### What the task asks
From the entries below, copy every line that holds the word "true".

..........

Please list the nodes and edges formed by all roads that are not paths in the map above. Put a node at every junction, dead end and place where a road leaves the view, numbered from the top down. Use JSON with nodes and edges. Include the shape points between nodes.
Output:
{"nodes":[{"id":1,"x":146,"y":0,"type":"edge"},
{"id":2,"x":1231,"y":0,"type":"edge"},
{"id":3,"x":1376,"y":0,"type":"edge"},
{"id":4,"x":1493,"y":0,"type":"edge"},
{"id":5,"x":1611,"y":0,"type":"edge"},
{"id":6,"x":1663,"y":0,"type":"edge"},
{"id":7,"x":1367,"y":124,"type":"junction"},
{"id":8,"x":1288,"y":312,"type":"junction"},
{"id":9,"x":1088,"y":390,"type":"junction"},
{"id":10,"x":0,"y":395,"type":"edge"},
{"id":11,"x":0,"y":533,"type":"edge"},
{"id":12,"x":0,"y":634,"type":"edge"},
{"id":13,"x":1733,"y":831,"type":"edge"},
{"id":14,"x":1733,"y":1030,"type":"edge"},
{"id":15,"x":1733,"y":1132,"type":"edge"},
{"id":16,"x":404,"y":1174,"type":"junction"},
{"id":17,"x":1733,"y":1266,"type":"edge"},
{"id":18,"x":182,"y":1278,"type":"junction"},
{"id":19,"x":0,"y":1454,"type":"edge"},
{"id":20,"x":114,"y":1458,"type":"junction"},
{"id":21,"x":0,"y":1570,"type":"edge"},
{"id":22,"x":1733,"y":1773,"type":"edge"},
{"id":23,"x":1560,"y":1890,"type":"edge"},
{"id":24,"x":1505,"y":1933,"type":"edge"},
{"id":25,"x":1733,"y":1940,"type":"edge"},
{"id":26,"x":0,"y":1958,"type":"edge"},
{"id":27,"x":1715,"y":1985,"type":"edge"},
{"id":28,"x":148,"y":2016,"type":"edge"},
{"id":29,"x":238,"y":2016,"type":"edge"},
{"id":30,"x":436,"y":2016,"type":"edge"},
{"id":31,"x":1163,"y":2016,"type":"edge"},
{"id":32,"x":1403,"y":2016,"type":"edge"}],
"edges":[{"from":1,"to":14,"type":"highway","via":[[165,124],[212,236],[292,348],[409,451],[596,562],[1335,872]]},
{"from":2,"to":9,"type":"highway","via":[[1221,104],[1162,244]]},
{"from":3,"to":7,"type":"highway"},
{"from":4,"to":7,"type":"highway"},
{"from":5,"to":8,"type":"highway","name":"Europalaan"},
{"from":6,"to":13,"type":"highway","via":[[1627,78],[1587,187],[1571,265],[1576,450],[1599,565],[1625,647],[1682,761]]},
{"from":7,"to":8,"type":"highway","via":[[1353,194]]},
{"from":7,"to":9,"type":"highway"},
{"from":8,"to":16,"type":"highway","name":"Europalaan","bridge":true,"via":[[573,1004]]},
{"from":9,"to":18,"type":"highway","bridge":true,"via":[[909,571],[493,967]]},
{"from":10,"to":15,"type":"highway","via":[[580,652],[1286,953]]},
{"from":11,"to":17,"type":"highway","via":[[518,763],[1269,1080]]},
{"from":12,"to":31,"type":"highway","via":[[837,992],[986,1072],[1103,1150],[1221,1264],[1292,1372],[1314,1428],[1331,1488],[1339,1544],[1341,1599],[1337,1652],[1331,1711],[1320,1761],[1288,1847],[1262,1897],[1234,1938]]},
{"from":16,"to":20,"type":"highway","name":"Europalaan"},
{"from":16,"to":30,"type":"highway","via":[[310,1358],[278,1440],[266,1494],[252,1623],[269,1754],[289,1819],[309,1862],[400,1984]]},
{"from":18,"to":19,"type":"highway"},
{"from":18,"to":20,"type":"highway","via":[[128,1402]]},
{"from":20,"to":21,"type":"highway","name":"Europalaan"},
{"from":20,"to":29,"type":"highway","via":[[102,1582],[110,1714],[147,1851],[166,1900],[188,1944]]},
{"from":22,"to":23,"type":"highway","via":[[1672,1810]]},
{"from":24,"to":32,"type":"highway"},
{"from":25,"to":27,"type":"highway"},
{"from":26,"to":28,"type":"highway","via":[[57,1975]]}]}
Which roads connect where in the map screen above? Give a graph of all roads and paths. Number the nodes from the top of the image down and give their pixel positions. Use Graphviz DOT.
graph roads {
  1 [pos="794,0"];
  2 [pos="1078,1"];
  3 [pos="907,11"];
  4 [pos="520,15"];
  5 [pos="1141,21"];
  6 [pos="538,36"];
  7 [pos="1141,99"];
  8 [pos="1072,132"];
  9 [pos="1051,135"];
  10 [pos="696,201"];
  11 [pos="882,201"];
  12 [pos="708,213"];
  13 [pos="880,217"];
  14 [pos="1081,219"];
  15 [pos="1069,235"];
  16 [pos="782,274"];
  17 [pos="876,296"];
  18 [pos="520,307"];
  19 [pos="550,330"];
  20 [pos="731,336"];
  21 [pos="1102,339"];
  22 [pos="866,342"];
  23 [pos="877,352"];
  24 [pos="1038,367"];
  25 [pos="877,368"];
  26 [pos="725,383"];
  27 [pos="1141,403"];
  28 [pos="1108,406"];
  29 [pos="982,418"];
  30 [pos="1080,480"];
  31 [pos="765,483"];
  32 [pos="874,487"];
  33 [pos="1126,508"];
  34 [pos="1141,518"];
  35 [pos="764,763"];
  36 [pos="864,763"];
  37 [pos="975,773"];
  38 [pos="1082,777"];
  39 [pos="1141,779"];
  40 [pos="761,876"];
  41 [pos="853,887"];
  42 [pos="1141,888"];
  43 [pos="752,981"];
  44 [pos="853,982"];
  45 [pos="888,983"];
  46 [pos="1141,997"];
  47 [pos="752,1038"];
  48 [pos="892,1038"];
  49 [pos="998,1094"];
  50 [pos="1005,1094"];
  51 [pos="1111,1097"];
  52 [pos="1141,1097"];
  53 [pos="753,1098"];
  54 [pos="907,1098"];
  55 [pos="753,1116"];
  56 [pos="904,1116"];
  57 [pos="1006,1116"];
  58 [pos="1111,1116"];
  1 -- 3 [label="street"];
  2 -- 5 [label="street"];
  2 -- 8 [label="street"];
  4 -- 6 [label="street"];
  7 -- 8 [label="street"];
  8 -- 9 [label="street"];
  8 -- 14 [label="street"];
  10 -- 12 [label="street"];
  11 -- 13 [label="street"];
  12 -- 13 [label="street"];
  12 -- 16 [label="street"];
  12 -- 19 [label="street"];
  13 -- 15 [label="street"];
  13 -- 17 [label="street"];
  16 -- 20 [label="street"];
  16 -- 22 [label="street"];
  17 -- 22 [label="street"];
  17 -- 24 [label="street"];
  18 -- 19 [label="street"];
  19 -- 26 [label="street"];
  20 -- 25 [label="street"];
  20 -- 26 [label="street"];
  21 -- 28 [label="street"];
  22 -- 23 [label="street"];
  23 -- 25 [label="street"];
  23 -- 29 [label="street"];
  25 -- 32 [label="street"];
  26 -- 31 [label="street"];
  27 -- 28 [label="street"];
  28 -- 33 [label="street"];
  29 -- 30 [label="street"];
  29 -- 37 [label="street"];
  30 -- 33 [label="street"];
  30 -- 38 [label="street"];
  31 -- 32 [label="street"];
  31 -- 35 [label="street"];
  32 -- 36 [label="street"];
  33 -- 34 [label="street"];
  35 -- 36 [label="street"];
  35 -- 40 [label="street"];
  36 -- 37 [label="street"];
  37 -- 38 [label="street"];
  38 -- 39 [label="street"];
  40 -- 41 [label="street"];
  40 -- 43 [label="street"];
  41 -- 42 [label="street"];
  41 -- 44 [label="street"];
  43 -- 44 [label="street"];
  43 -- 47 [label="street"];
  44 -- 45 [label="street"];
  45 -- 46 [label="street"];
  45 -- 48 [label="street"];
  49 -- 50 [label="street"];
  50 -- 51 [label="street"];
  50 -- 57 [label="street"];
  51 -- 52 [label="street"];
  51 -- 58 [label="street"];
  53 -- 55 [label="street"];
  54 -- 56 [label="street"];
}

..........

### Solution to this problem
{"from":8,"to":16,"type":"highway","name":"Europalaan","bridge":true,"via":[[573,1004]]},
{"from":9,"to":18,"type":"highway","bridge":true,"via":[[909,571],[493,967]]},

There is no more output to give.